Repository of Intel® Neural Compressor

These details have not been verified by PyPI

Project links

Homepage

GitHub Statistics

View statistics for this project via Libraries.io, or by using our public dataset on Google BigQuery

Project description

Introduction to Intel® Neural Compressor

Intel® Neural Compressor (formerly known as Intel® Low Precision Optimization Tool) is an open-source Python library running on Intel CPUs and GPUs, which delivers unified interfaces across multiple deep learning frameworks for popular network compression technologies, such as quantization, pruning, knowledge distillation. This tool supports automatic accuracy-driven tuning strategies to help user quickly find out the best quantized model.
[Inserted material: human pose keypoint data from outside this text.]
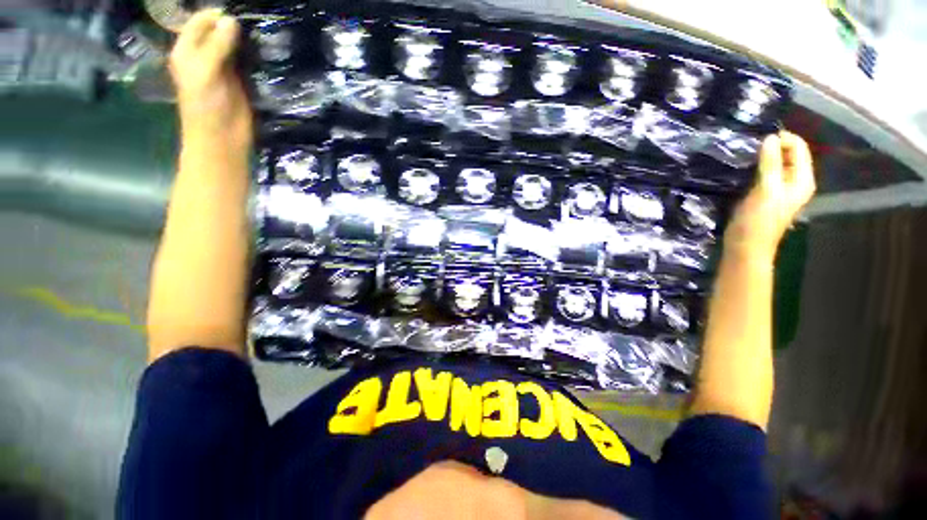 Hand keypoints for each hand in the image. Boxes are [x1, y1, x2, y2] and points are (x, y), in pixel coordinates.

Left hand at [169, 9, 251, 146]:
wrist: (222, 138)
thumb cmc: (205, 107)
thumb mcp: (206, 73)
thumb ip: (217, 46)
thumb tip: (232, 20)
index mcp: (187, 50)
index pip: (199, 21)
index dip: (215, 14)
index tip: (237, 13)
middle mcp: (203, 55)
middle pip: (216, 30)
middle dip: (231, 24)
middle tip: (252, 21)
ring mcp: (222, 67)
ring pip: (232, 44)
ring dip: (244, 38)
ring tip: (259, 30)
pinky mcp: (239, 79)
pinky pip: (244, 60)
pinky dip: (252, 54)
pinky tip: (262, 48)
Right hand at [726, 131, 815, 259]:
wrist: (746, 246)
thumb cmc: (758, 220)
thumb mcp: (766, 190)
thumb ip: (770, 163)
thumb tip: (770, 138)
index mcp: (802, 179)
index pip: (798, 147)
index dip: (782, 139)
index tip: (759, 140)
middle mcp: (795, 181)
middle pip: (788, 154)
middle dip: (771, 147)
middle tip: (749, 147)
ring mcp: (780, 188)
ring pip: (775, 163)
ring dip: (762, 157)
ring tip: (745, 156)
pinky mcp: (765, 194)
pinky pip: (764, 173)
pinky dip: (756, 168)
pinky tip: (743, 169)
It also implements different weight pruning algorithms to generate pruned model with predefined sparsity goal and supports knowledge distillation to distill the knowledge from the teacher model to the student model.

Note

GPU support is under development.

Visit the Intel® Neural Compressor online document website at: https://intel.github.io/neural-compressor.

Infrastructure

Intel® Neural Compressor features an architecture and workflow that aids in increasing performance and faster deployments across infrastructures.

Architecture

Click the image to enlarge it.

Workflow

Click the image to enlarge it.

Supported Frameworks

Supported deep learning frameworks are:

TensorFlow*, including 1.15.0 UP3, 2.7.0, 2.8.0, Official TensorFlow 2.6.2, Official TensorFlow 2.7.0, Official TensorFlow 2.8.0

Note: Intel Optimized TensorFlow 2.5.0 requires to set environment variable TF_ENABLE_MKL_NATIVE_FORMAT=0 before running Neural Compressor quantization or deploying the quantized model.

Note: From the official TensorFlow 2.6.0, oneDNN support has been upstreamed. Download the official TensorFlow 2.6.0 binary for the CPU device and set the environment variable TF_ENABLE_ONEDNN_OPTS=1 before running the quantization process or deploying the quantized model.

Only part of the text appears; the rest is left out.